Sync agents are individuals or small teams who actively pitch specific tracks to music supervisors for particular briefs. They take a higher commission (typically 25-50%) but provide targeted, relationship-based pitching that catalogue listings can't match. For artists whose music has strong sync potential, a good agent is invaluable.
Direct submission to music supervisors is possible but harder to navigate. The Guild of Music Supervisors has a directory, and following supervisors on social media can surface opportunities. Some supervisors accept direct submissions; many prefer to work through trusted agents and libraries.
What Music Supervisors Actually Want
We spoke to three UK-based music supervisors and the consistent feedback was illuminating. They want emotional specificity — music that makes you feel something distinct and identifiable. Generic 'happy' or 'sad' tracks are abundant; music that captures a specific shade of emotion is rare and valuable.
Lyrical content matters enormously. Lyrics that are too specific or reference real people, brands, or current events limit sync potential because they distract from the visual content. Conversely, lyrics with universal themes — love, loss, hope, freedom — can enhance a scene without competing with it. This doesn't mean your lyrics need to be generic; it means they should be emotionally resonant without being narratively restrictive.
Production quality must be professional but doesn't need to be expensive. Clean recordings, balanced mixes, and competent mastering are non-negotiable. But over-produced, heavily processed tracks can actually be harder to place than stripped-back, intimate recordings. Authenticity and character often matter more than polish.

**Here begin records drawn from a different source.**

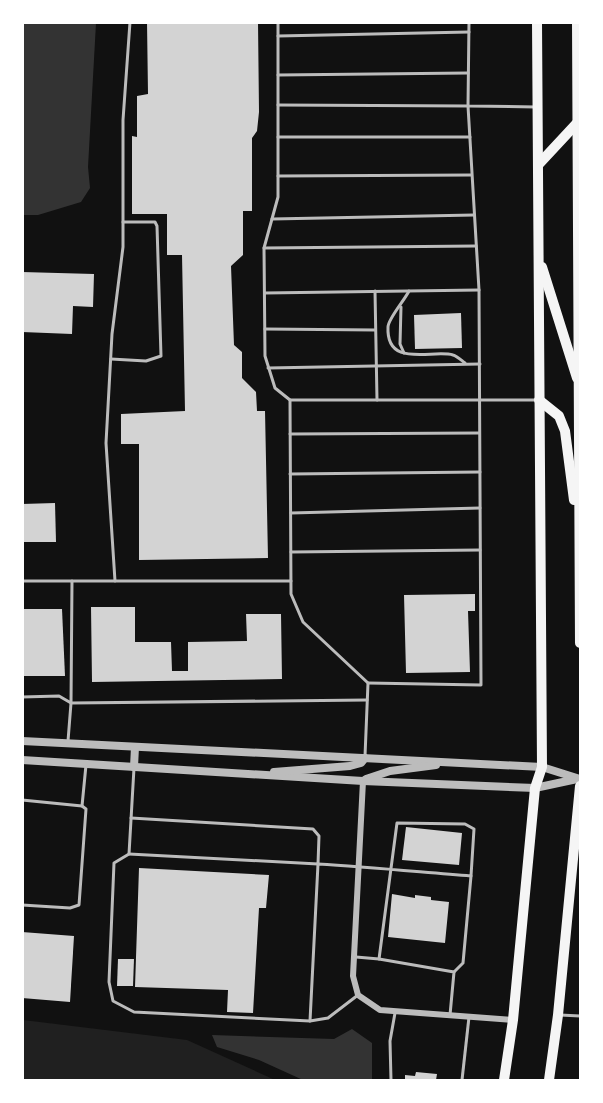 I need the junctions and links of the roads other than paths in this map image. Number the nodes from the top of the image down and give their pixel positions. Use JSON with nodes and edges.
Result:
{"nodes":[{"id":1,"x":130,"y":22,"type":"edge"},
{"id":2,"x":278,"y":22,"type":"edge"},
{"id":3,"x":469,"y":22,"type":"edge"},
{"id":4,"x":537,"y":22,"type":"edge"},
{"id":5,"x":578,"y":22,"type":"edge"},
{"id":6,"x":469,"y":32,"type":"junction"},
{"id":7,"x":278,"y":36,"type":"junction"},
{"id":8,"x":468,"y":73,"type":"junction"},
{"id":9,"x":278,"y":75,"type":"junction"},
{"id":10,"x":278,"y":105,"type":"junction"},
{"id":11,"x":468,"y":106,"type":"junction"},
{"id":12,"x":537,"y":107,"type":"junction"},
{"id":13,"x":579,"y":122,"type":"edge"},
{"id":14,"x":278,"y":137,"type":"junction"},
{"id":15,"x":470,"y":137,"type":"junction"},
{"id":16,"x":538,"y":165,"type":"junction"},
{"id":17,"x":472,"y":175,"type":"junction"},
{"id":18,"x":278,"y":176,"type":"junction"},
{"id":19,"x":475,"y":215,"type":"junction"},
{"id":20,"x":272,"y":219,"type":"junction"},
{"id":21,"x":123,"y":222,"type":"junction"},
{"id":22,"x":476,"y":246,"type":"junction"},
{"id":23,"x":264,"y":248,"type":"junction"},
{"id":24,"x":538,"y":252,"type":"junction"},
{"id":25,"x":479,"y":290,"type":"junction"},
{"id":26,"x":375,"y":291,"type":"junction"},
{"id":27,"x":409,"y":291,"type":"junction"},
{"id":28,"x":264,"y":293,"type":"junction"},
{"id":29,"x":401,"y":308,"type":"junction"},
{"id":30,"x":265,"y":329,"type":"junction"},
{"id":31,"x":375,"y":330,"type":"junction"},
{"id":32,"x":405,"y":355,"type":"junction"},
{"id":33,"x":111,"y":359,"type":"junction"},
{"id":34,"x":466,"y":364,"type":"junction"},
{"id":35,"x":480,"y":364,"type":"junction"},
{"id":36,"x":376,"y":366,"type":"junction"},
{"id":37,"x":268,"y":368,"type":"junction"},
{"id":38,"x":579,"y":381,"type":"edge"},
{"id":39,"x":290,"y":400,"type":"junction"},
{"id":40,"x":377,"y":400,"type":"junction"},
{"id":41,"x":479,"y":400,"type":"junction"},
{"id":42,"x":539,"y":400,"type":"junction"},
{"id":43,"x":479,"y":433,"type":"junction"},
{"id":44,"x":290,"y":434,"type":"junction"},
{"id":45,"x":580,"y":455,"type":"edge"},
{"id":46,"x":480,"y":472,"type":"junction"},
{"id":47,"x":290,"y":474,"type":"junction"},
{"id":48,"x":480,"y":508,"type":"junction"},
{"id":49,"x":291,"y":513,"type":"junction"},
{"id":50,"x":580,"y":548,"type":"edge"},
{"id":51,"x":480,"y":550,"type":"junction"},
{"id":52,"x":291,"y":552,"type":"junction"},
{"id":53,"x":72,"y":580,"type":"junction"},
{"id":54,"x":22,"y":581,"type":"edge"},
{"id":55,"x":115,"y":581,"type":"junction"},
{"id":56,"x":291,"y":581,"type":"junction"},
{"id":57,"x":580,"y":596,"type":"edge"},
{"id":58,"x":580,"y":643,"type":"edge"},
{"id":59,"x":368,"y":683,"type":"junction"},
{"id":60,"x":22,"y":697,"type":"edge"},
{"id":61,"x":367,"y":700,"type":"junction"},
{"id":62,"x":71,"y":703,"type":"junction"},
{"id":63,"x":22,"y":741,"type":"edge"},
{"id":64,"x":68,"y":743,"type":"junction"},
{"id":65,"x":135,"y":747,"type":"junction"},
{"id":66,"x":365,"y":758,"type":"junction"},
{"id":67,"x":22,"y":760,"type":"edge"},
{"id":68,"x":455,"y":763,"type":"junction"},
{"id":69,"x":86,"y":764,"type":"junction"},
{"id":70,"x":134,"y":767,"type":"junction"},
{"id":71,"x":542,"y":767,"type":"junction"},
{"id":72,"x":258,"y":774,"type":"junction"},
{"id":73,"x":580,"y":779,"type":"edge"},
{"id":74,"x":363,"y":781,"type":"junction"},
{"id":75,"x":580,"y":786,"type":"edge"},
{"id":76,"x":535,"y":788,"type":"junction"},
{"id":77,"x":22,"y":801,"type":"edge"},
{"id":78,"x":82,"y":806,"type":"junction"},
{"id":79,"x":131,"y":818,"type":"junction"},
{"id":80,"x":129,"y":854,"type":"junction"},
{"id":81,"x":318,"y":864,"type":"junction"},
{"id":82,"x":359,"y":866,"type":"junction"},
{"id":83,"x":391,"y":869,"type":"junction"},
{"id":84,"x":471,"y":876,"type":"junction"},
{"id":85,"x":22,"y":905,"type":"edge"},
{"id":86,"x":354,"y":956,"type":"junction"},
{"id":87,"x":379,"y":959,"type":"junction"},
{"id":88,"x":454,"y":972,"type":"junction"},
{"id":89,"x":358,"y":995,"type":"junction"},
{"id":90,"x":395,"y":1011,"type":"junction"},
{"id":91,"x":450,"y":1015,"type":"junction"},
{"id":92,"x":558,"y":1015,"type":"junction"},
{"id":93,"x":580,"y":1016,"type":"edge"},
{"id":94,"x":469,"y":1017,"type":"junction"},
{"id":95,"x":513,"y":1020,"type":"junction"},
{"id":96,"x":310,"y":1021,"type":"junction"},
{"id":97,"x":391,"y":1080,"type":"edge"},
{"id":98,"x":462,"y":1080,"type":"edge"},
{"id":99,"x":504,"y":1080,"type":"edge"},
{"id":100,"x":549,"y":1080,"type":"edge"}],
"edges":[{"from":1,"to":21,"type":"lane"},
{"from":2,"to":7,"type":"lane"},
{"from":3,"to":6,"type":"lane"},
{"from":4,"to":12,"type":"main road"},
{"from":5,"to":13,"type":"main road"},
{"from":6,"to":7,"type":"lane"},
{"from":6,"to":8,"type":"lane"},
{"from":7,"to":9,"type":"lane"},
{"from":8,"to":9,"type":"lane"},
{"from":8,"to":11,"type":"lane"},
{"from":9,"to":10,"type":"lane"},
{"from":10,"to":11,"type":"lane"},
{"from":10,"to":14,"type":"lane"},
{"from":11,"to":12,"type":"lane"},
{"from":11,"to":15,"type":"lane"},
{"from":12,"to":16,"type":"main road"},
{"from":13,"to":16,"type":"main road"},
{"from":13,"to":38,"type":"main road"},
{"from":14,"to":15,"type":"lane"},
{"from":14,"to":18,"type":"lane"},
{"from":15,"to":17,"type":"lane"},
{"from":16,"to":24,"type":"main road"},
{"from":17,"to":18,"type":"lane"},
{"from":17,"to":19,"type":"lane"},
{"from":18,"to":20,"type":"lane"},
{"from":19,"to":20,"type":"lane"},
{"from":19,"to":22,"type":"lane"},
{"from":20,"to":23,"type":"lane"},
{"from":21,"to":33,"type":"lane"},
{"from":21,"to":33,"type":"lane"},
{"from":22,"to":23,"type":"lane"},
{"from":22,"to":25,"type":"lane"},
{"from":23,"to":28,"type":"lane"},
{"from":24,"to":38,"type":"main road"},
{"from":24,"to":42,"type":"main road"},
{"from":25,"to":27,"type":"lane"},
{"from":25,"to":35,"type":"lane"},
{"from":26,"to":27,"type":"lane"},
{"from":26,"to":28,"type":"lane"},
{"from":26,"to":31,"type":"lane"},
{"from":27,"to":29,"type":"lane"},
{"from":28,"to":30,"type":"lane"},
{"from":29,"to":32,"type":"lane"},
{"from":29,"to":32,"type":"lane"},
{"from":30,"to":31,"type":"lane"},
{"from":30,"to":37,"type":"lane"},
{"from":31,"to":36,"type":"lane"},
{"from":32,"to":34,"type":"lane"},
{"from":33,"to":55,"type":"lane"},
{"from":34,"to":35,"type":"lane"},
{"from":34,"to":36,"type":"lane"},
{"from":35,"to":41,"type":"lane"},
{"from":36,"to":37,"type":"lane"},
{"from":36,"to":40,"type":"lane"},
{"from":37,"to":39,"type":"lane"},
{"from":38,"to":45,"type":"main road"},
{"from":39,"to":40,"type":"lane"},
{"from":39,"to":44,"type":"lane"},
{"from":40,"to":41,"type":"lane"},
{"from":41,"to":42,"type":"lane"},
{"from":41,"to":43,"type":"lane"},
{"from":42,"to":50,"type":"main road"},
{"from":42,"to":71,"type":"main road"},
{"from":43,"to":44,"type":"lane"},
{"from":43,"to":46,"type":"lane"},
{"from":44,"to":47,"type":"lane"},
{"from":45,"to":50,"type":"main road"},
{"from":46,"to":47,"type":"lane"},
{"from":46,"to":48,"type":"lane"},
{"from":47,"to":49,"type":"lane"},
{"from":48,"to":49,"type":"lane"},
{"from":48,"to":51,"type":"lane"},
{"from":49,"to":52,"type":"lane"},
{"from":50,"to":57,"type":"main road"},
{"from":51,"to":52,"type":"lane"},
{"from":51,"to":59,"type":"lane"},
{"from":52,"to":56,"type":"lane"},
{"from":53,"to":54,"type":"lane"},
{"from":53,"to":55,"type":"lane"},
{"from":53,"to":62,"type":"lane"},
{"from":55,"to":56,"type":"lane"},
{"from":56,"to":59,"type":"lane"},
{"from":57,"to":58,"type":"main road"},
{"from":59,"to":61,"type":"lane"},
{"from":60,"to":62,"type":"lane"},
{"from":61,"to":62,"type":"lane"},
{"from":61,"to":66,"type":"lane"},
{"from":62,"to":64,"type":"lane"},
{"from":63,"to":64,"type":"street"},
{"from":64,"to":65,"type":"street"},
{"from":65,"to":66,"type":"street"},
{"from":65,"to":70,"type":"street"},
{"from":66,"to":68,"type":"street"},
{"from":66,"to":72,"type":"street"},
{"from":67,"to":69,"type":"street"},
{"from":68,"to":71,"type":"street"},
{"from":68,"to":74,"type":"street"},
{"from":69,"to":70,"type":"street"},
{"from":69,"to":78,"type":"lane"},
{"from":70,"to":72,"type":"street"},
{"from":70,"to":79,"type":"lane"},
{"from":71,"to":73,"type":"street"},
{"from":71,"to":76,"type":"main road"},
{"from":72,"to":74,"type":"street"},
{"from":73,"to":76,"type":"street"},
{"from":74,"to":76,"type":"street"},
{"from":74,"to":82,"type":"street"},
{"from":75,"to":92,"type":"main road"},
{"from":76,"to":95,"type":"main road"},
{"from":77,"to":78,"type":"lane"},
{"from":78,"to":85,"type":"lane"},
{"from":79,"to":80,"type":"lane"},
{"from":79,"to":81,"type":"lane"},
{"from":80,"to":81,"type":"lane"},
{"from":80,"to":96,"type":"lane"},
{"from":81,"to":82,"type":"lane"},
{"from":81,"to":96,"type":"lane"},
{"from":82,"to":83,"type":"lane"},
{"from":82,"to":86,"type":"street"},
{"from":83,"to":84,"type":"lane"},
{"from":83,"to":84,"type":"lane"},
{"from":83,"to":87,"type":"lane"},
{"from":84,"to":88,"type":"lane"},
{"from":86,"to":87,"type":"lane"},
{"from":86,"to":89,"type":"street"},
{"from":87,"to":88,"type":"lane"},
{"from":88,"to":91,"type":"lane"},
{"from":89,"to":90,"type":"street"},
{"from":89,"to":96,"type":"lane"},
{"from":90,"to":91,"type":"street"},
{"from":90,"to":97,"type":"lane"},
{"from":91,"to":94,"type":"street"},
{"from":92,"to":93,"type":"lane"},
{"from":92,"to":100,"type":"main road"},
{"from":94,"to":95,"type":"street"},
{"from":94,"to":98,"type":"lane"},
{"from":95,"to":99,"type":"main road"}]}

Building a Sustainable Sync Strategy
Treat sync as a long game. Your first placement might take months or years of submitting and building relationships. But once you have a track record, supervisors remember you and return for future projects. Consistency and professionalism — delivering what's asked for, on time, with clean metadata — builds the reputation that generates repeat business.
Create music with sync in mind alongside your artist releases. This doesn't mean compromising your artistry — it means being aware that certain tracks in your catalogue have sync potential and presenting them accordingly. Upbeat, lyrically universal tracks are easier to place. Emotional, cinematic instrumentals are in high demand.
Keep your sync masters accessible. When a supervisor wants your track, they want it now. Having master files, instrumentals, and stems organised and ready to share within hours — not days — can be the difference between getting the placement and losing it to someone faster.
And register everything with PRS and MCPS before submitting to sync libraries. Unpaid performance royalties from sync placements are one of the most common sources of lost income for independent artists. The sync fee is just the beginning — the ongoing royalties can exceed the upfront payment over time.